Mental Health Inventory (MHI-5)
mhi_by_year1The five-item Mental Health Inventory (MHI-5) is a very brief questionnaire about your mood used to assess mental health. The score ranges from 0 to 100 with a lower score indicating worse mood.
Patient Health Questionnaire (PHQ-9)
phq9_by_year1The Patient Health Questionnaire – depression module is a multipurpose instrument for measuring the severity of depression. It incorporates DSM-IV depression diagnostic criteria with other leading major depressive symptoms into a brief self-report tool.
0 – 4 = none/minimal depression
5 – 9 = mild depression
10 – 14 = moderate depression
15 – 19 = moderately severe depression
20 – 27 = severe depression

Medications by Year
Biologic DMARDs
Biologic Disease Modifying Anti-Rheumatic Drug
Biologics target specific parts of the immune system to help reduce the inflammation process. These drugs can work quickly to reduce joint pain and swelling. In the longer term, biologics have been shown to slow the pace of joint damage and to improve joint use and movement. The first biologic was approved by the FDA in 1998. Several more biologics have been approved over the years. Common biologics are Enbrel (etanercept), Remicade (infliximab), Humira (adalimumab), Kineret (anakinra), Orencia (abatacept), Rituxan (rituximab), Cimzia (certolizumab), Simponi (golimumab), Actemra (tocilizumab), and Xeljanz (tofacitinib).
Non-Biologic DMARDs
Disease Modifying Anti-Rheumatic Drugs
These drugs can slow or stop progression of joint damage by suprressing the immune system. The most commonly used DMARDs are Plaquenil (hydroxychloroquine), Arava (leflunonomide), methotrexate, and Azulfidine (sulfasalazine).
Nonsteroidal anti-inflammatory medications, such as celecoxib (Celebrex), ibuprofen, or naproxen reduce inflammation and help relieve pain.

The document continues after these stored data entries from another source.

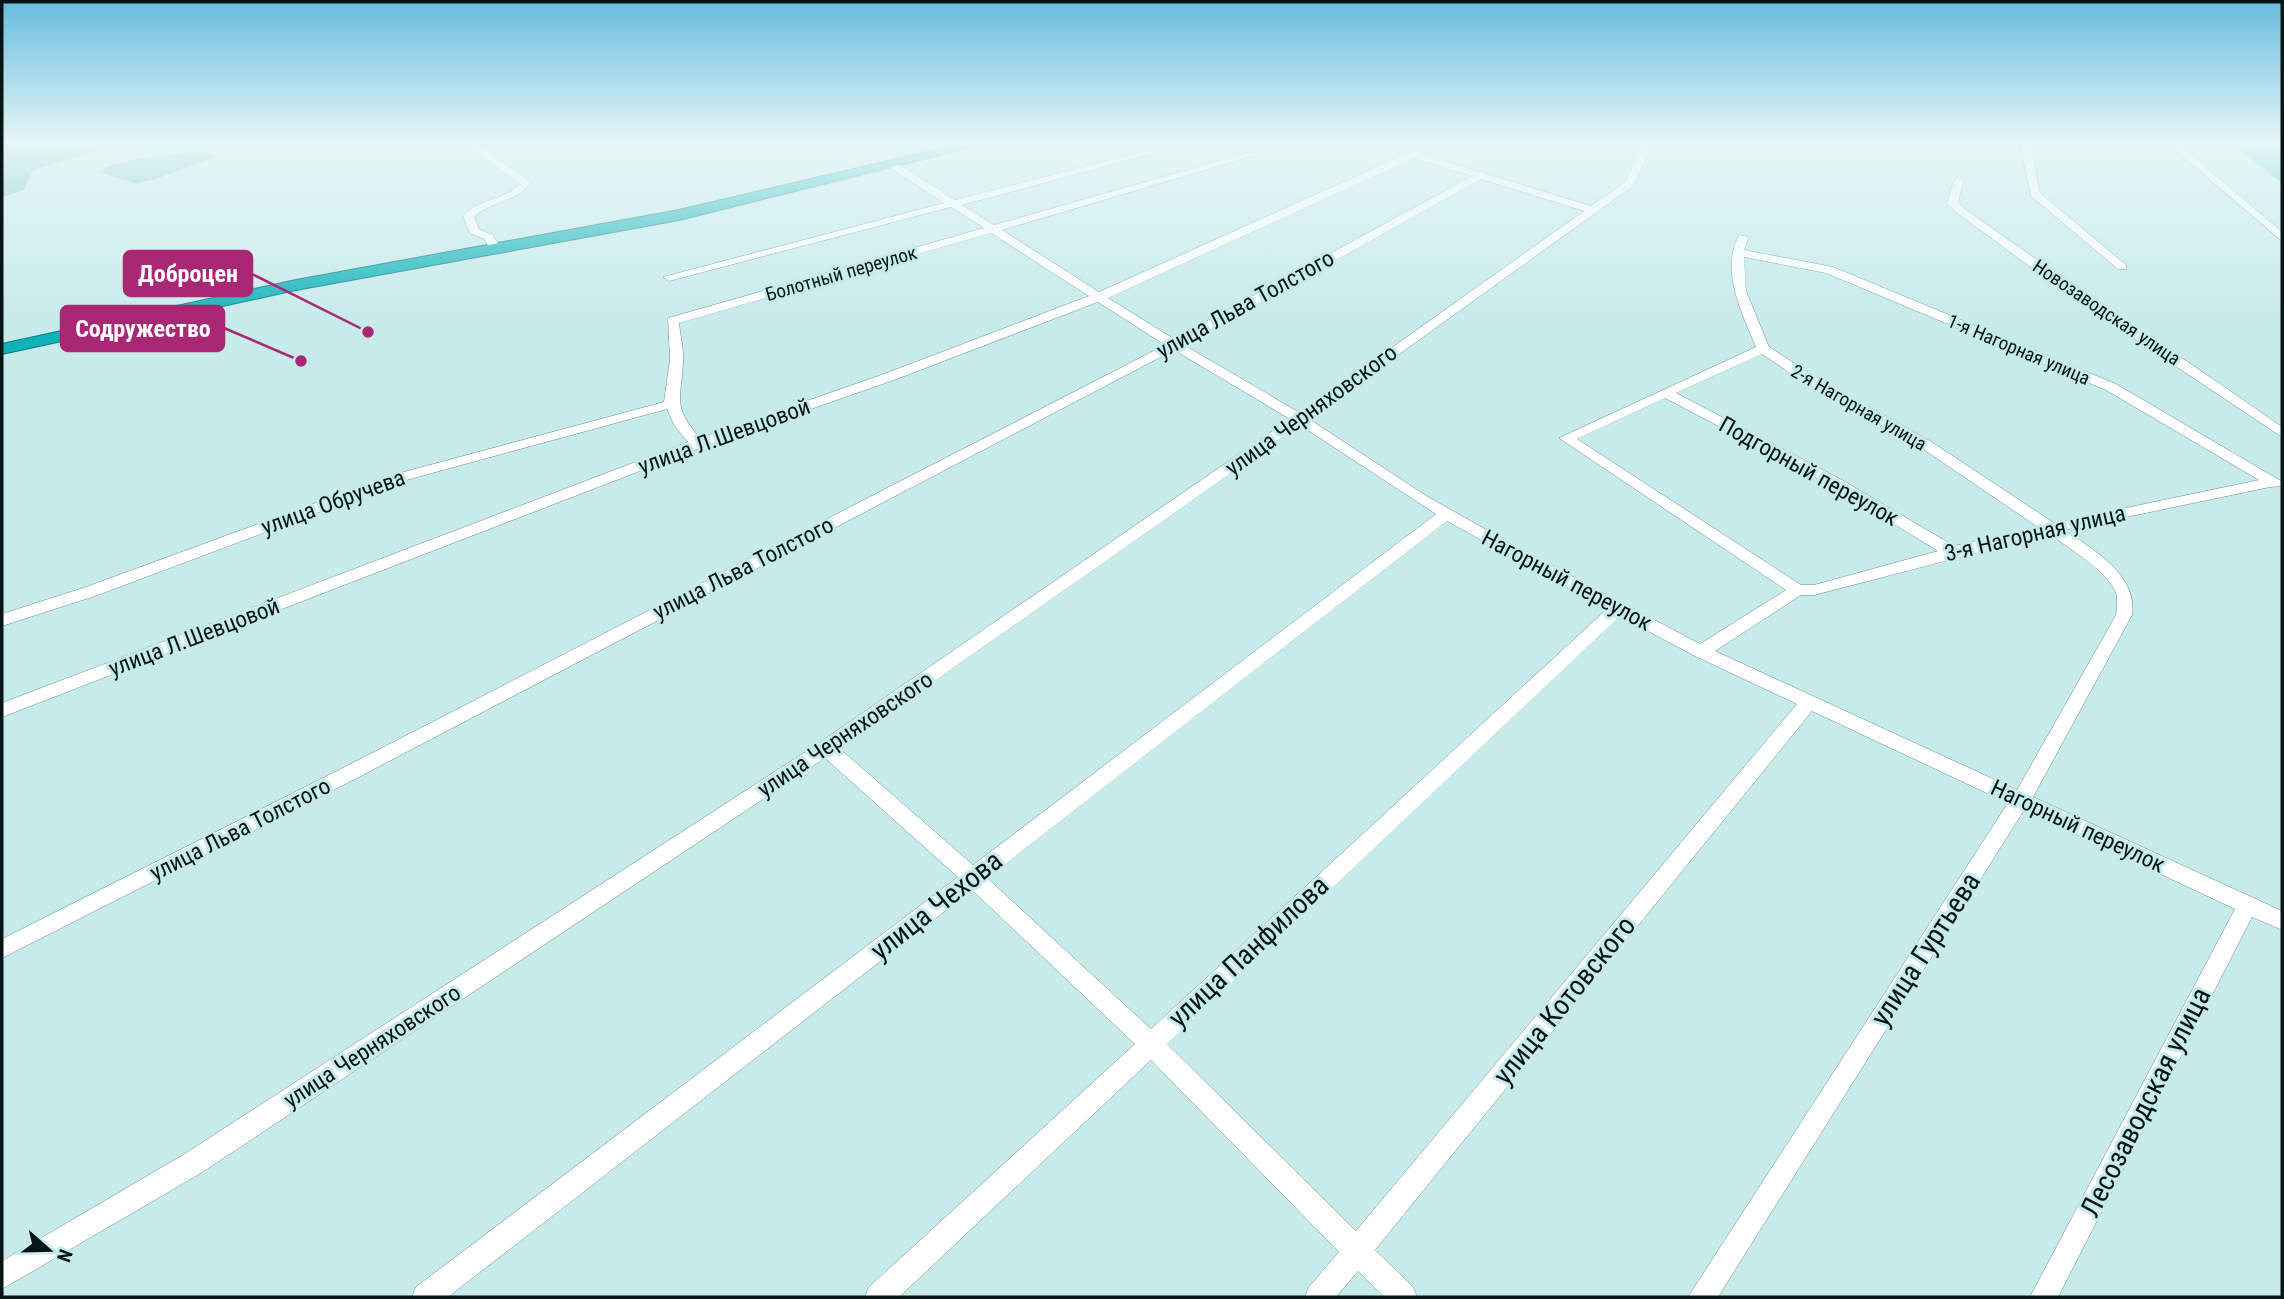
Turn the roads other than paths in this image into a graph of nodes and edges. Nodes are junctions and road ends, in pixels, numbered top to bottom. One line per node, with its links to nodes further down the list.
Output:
1 (487, 204): 17 (street)
2 (728, 204): 17 (highway)
3 (959, 204): 12 (street)
4 (1082, 204): 14 (street, Болотный переулок)
5 (1307, 204): 21 (street, улица Л.Шевцовой)
6 (1429, 204): 22 (street, улица Льва Толстого)
7 (1571, 204): 13 (street)
8 (1601, 204): 13 (street, улица Черняховского)
9 (1953, 204): 28 (street, Новозаводская улица)
10 (2046, 204): 19 (street)
11 (2242, 204): 16 (street)
12 (954, 205): 14 (street, Нагорный переулок); 20 (street)
13 (1592, 210): 27 (street, улица Черняховского)
14 (991, 230): 21 (street, Нагорный переулок); 26 (street, Болотный переулок)
15 (1743, 237): 18 (street)
16 (2282, 238)
17 (495, 249): 23 (highway)
18 (1738, 252): 24 (street); 30 (street, 1-я Нагорная улица)
19 (2122, 267)
20 (669, 277)
21 (1099, 297): 22 (street, Нагорный переулок); 29 (street, улица Л.Шевцовой)
22 (1174, 345): 27 (street, Нагорный переулок); 46 (street, улица Льва Толстого)
23 (2, 349)
24 (1763, 349): 25 (street); 32 (street, 2-я Нагорная улица)
25 (1665, 393): 33 (street, Подгорный переулок); 34 (street)
26 (671, 404): 29 (street); 37 (street, улица Обручева)
27 (1300, 419): 31 (street, Нагорный переулок); 41 (street, улица Черняховского)
28 (2282, 433)
29 (697, 444): 40 (street, улица Л.Шевцовой)
30 (2278, 485): 32 (street, 3-я Нагорная улица)
31 (1446, 514): 36 (street, Нагорный переулок); 43 (street, улица Чехова)
32 (2053, 528): 33 (street, 3-я Нагорная улица); 35 (street, 2-я Нагорная улица)
33 (1952, 552): 34 (street, 3-я Нагорная улица)
34 (1798, 590): 38 (street, 3-я Нагорная улица)
35 (2124, 592): 42 (street, улица Гуртьева)
36 (1619, 608): 38 (street, Нагорный переулок); 47 (street, улица Панфилова)
37 (2, 620)
38 (1700, 652): 39 (street, Нагорный переулок)
39 (1809, 702): 42 (street, Нагорный переулок); 48 (street, улица Котовского)
40 (2, 710)
41 (826, 748): 43 (street); 49 (street, улица Черняховского)
42 (2021, 799): 44 (street, Нагорный переулок); 54 (street, улица Гуртьева)
43 (972, 877): 47 (street); 50 (street, улица Чехова)
44 (2247, 906): 45 (street, Нагорный переулок); 55 (street, Лесозаводская улица)
45 (2282, 921)
46 (2, 948)
47 (1149, 1042): 48 (street); 51 (street, улица Панфилова)
48 (1357, 1251): 52 (street, улица Котовского); 53 (street)
49 (2, 1276)
50 (426, 1297)
51 (879, 1297)
52 (1319, 1297)
53 (1403, 1297)
54 (1702, 1297)
55 (2044, 1297)

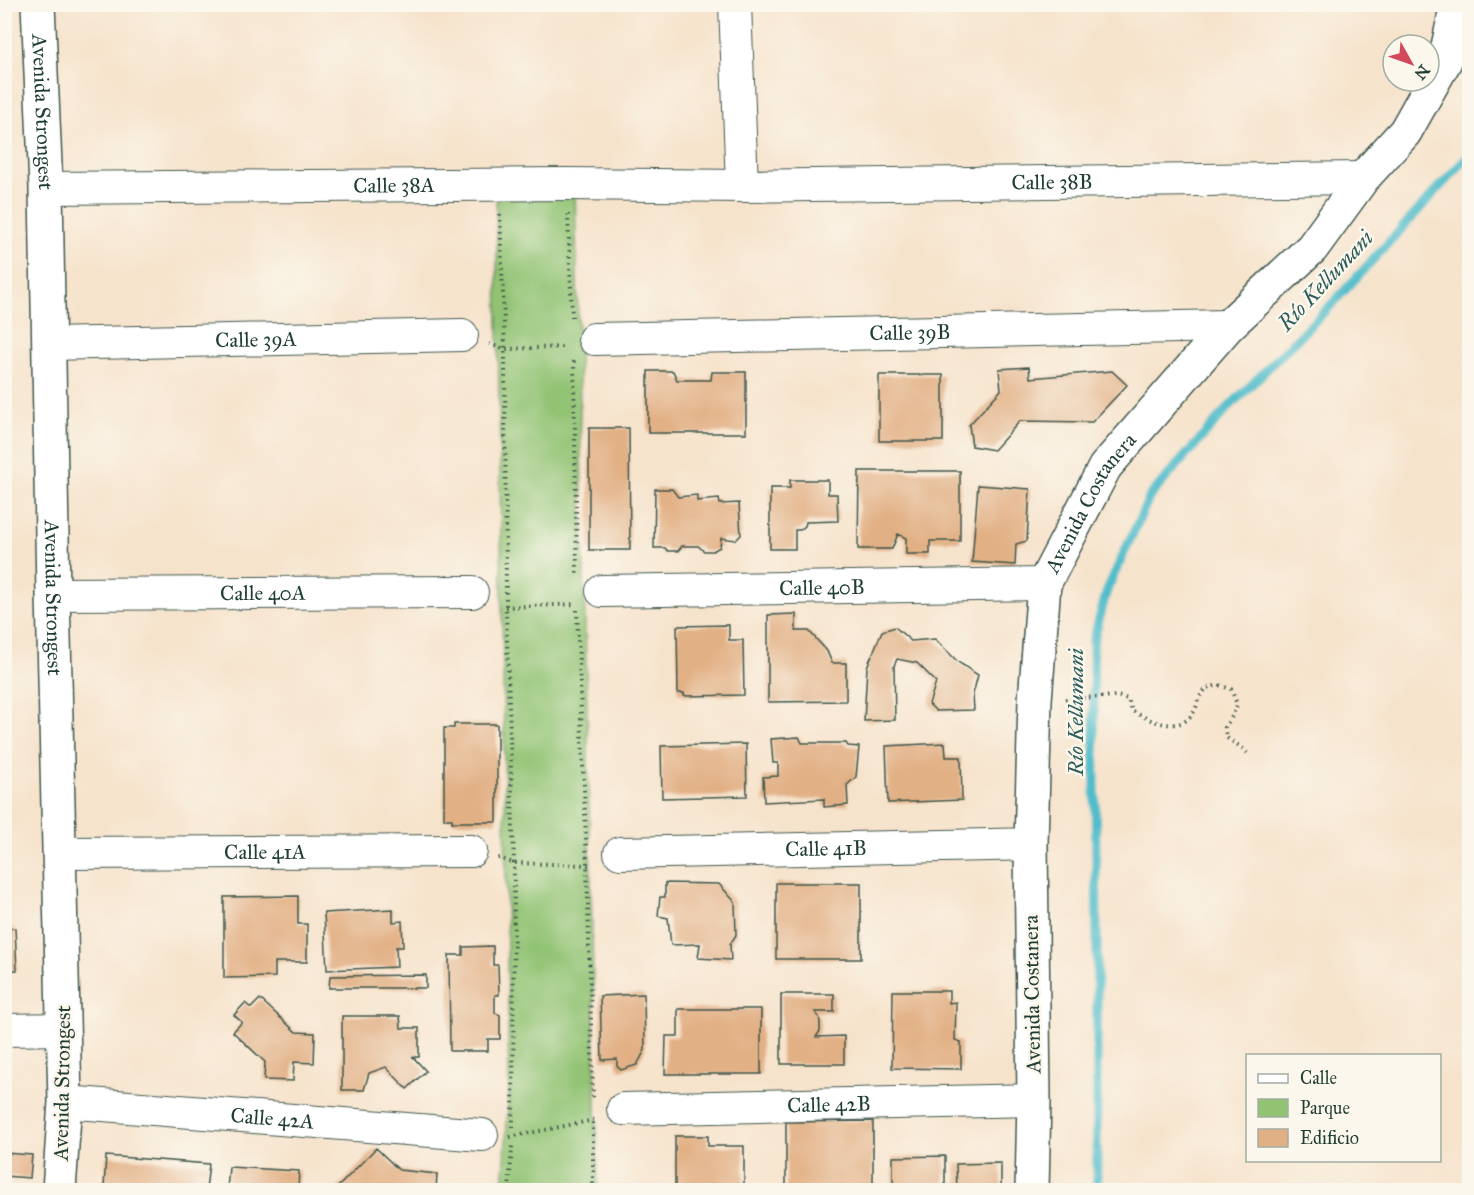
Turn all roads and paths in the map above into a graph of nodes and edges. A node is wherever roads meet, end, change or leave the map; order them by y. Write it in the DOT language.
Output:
graph roads {
  1 [pos="38,4"];
  2 [pos="735,4"];
  3 [pos="1457,4"];
  4 [pos="1363,178"];
  5 [pos="499,184"];
  6 [pos="567,184"];
  7 [pos="742,186"];
  8 [pos="46,188"];
  9 [pos="1228,326"];
  10 [pos="462,335"];
  11 [pos="584,343"];
  12 [pos="49,344"];
  13 [pos="505,349"];
  14 [pos="1044,584"];
  15 [pos="472,592"];
  16 [pos="583,592"];
  17 [pos="53,594"];
  18 [pos="506,608"];
  19 [pos="1082,699"];
  20 [pos="1247,753"];
  21 [pos="1030,844"];
  22 [pos="471,851"];
  23 [pos="59,853"];
  24 [pos="620,853"];
  25 [pos="514,863"];
  26 [pos="587,865"];
  27 [pos="63,1029"];
  28 [pos="4,1030"];
  29 [pos="1034,1100"];
  30 [pos="65,1102"];
  31 [pos="623,1109"];
  32 [pos="593,1120"];
  33 [pos="482,1135"];
  34 [pos="513,1137"];
  35 [pos="60,1191"];
  36 [pos="509,1191"];
  37 [pos="593,1191"];
  38 [pos="1032,1191"];
  1 -- 8 [label="street, Avenida Strongest"];
  2 -- 7 [label="street"];
  3 -- 4 [label="street, Avenida Costanera"];
  4 -- 7 [label="street, Calle 38B"];
  4 -- 9 [label="street, Avenida Costanera"];
  5 -- 6 [label="street, Calle 38A"];
  5 -- 8 [label="street, Calle 38A"];
  5 -- 13 [label="path"];
  6 -- 7 [label="street, Calle 38A"];
  6 -- 11 [label="path"];
  8 -- 12 [label="street, Avenida Strongest"];
  9 -- 11 [label="street, Calle 39B"];
  9 -- 14 [label="street, Avenida Costanera"];
  10 -- 12 [label="street, Calle 39A"];
  10 -- 13 [label="path"];
  11 -- 13 [label="path"];
  11 -- 16 [label="path"];
  12 -- 17 [label="street, Avenida Strongest"];
  13 -- 18 [label="path"];
  14 -- 16 [label="street, Calle 40B"];
  14 -- 21 [label="street, Avenida Costanera"];
  15 -- 17 [label="street, Calle 40A"];
  15 -- 18 [label="path"];
  16 -- 18 [label="path"];
  16 -- 26 [label="path"];
  17 -- 23 [label="street, Avenida Strongest"];
  18 -- 25 [label="path"];
  19 -- 20 [label="path"];
  21 -- 24 [label="street, Calle 41B"];
  21 -- 29 [label="street, Avenida Costanera"];
  22 -- 23 [label="street, Calle 41A"];
  23 -- 27 [label="street, Avenida Strongest"];
  25 -- 26 [label="path"];
  25 -- 34 [label="path"];
  26 -- 32 [label="path"];
  27 -- 28 [label="street"];
  27 -- 30 [label="street, Avenida Strongest"];
  29 -- 31 [label="street, Calle 42B"];
  29 -- 38 [label="street, Avenida Costanera"];
  30 -- 33 [label="street, Calle 42A"];
  30 -- 35 [label="street, Avenida Strongest"];
  32 -- 34 [label="path"];
  32 -- 37 [label="path"];
  33 -- 34 [label="path"];
  34 -- 36 [label="path"];
}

NSAIDs do not slow joint damage.
Pain Medications
This group includes narcotics, such as Oxycontin (oxycodone) and Vicodin (hydrocodone), as well as non-narcotic pain relievers such as acetaminophen.
Corticosteroids are strong inflammation fighters that can quickly improve symptoms and reduce swelling. They are less effective at slowing the disease itself. They may be prescribed to get inflammation under control, or when you have a flare. For some people, a very low dose of steroids taken by mouth in combination with DMARDs and/or biologics seems to control their RA.
DMARD Usage at Most Recent Visit
Click on graph for larger image
The biologics pie chart shows the percent of BRASS patients on each biologic medication. It is using patient-reported medication use as of the most recent BRASS visit and only includes those reporting that they were on some sort of biologic. Patients could also be on another type of medication.
The non-biologics pie chart shows the percent of BRASS patients on each non-biologic medication. It is using patient-reported medication use as of the most recent BRASS visit and only includes those reporting that they were on some sort of non-biologic DMARD. Patients could also be on another type of medication.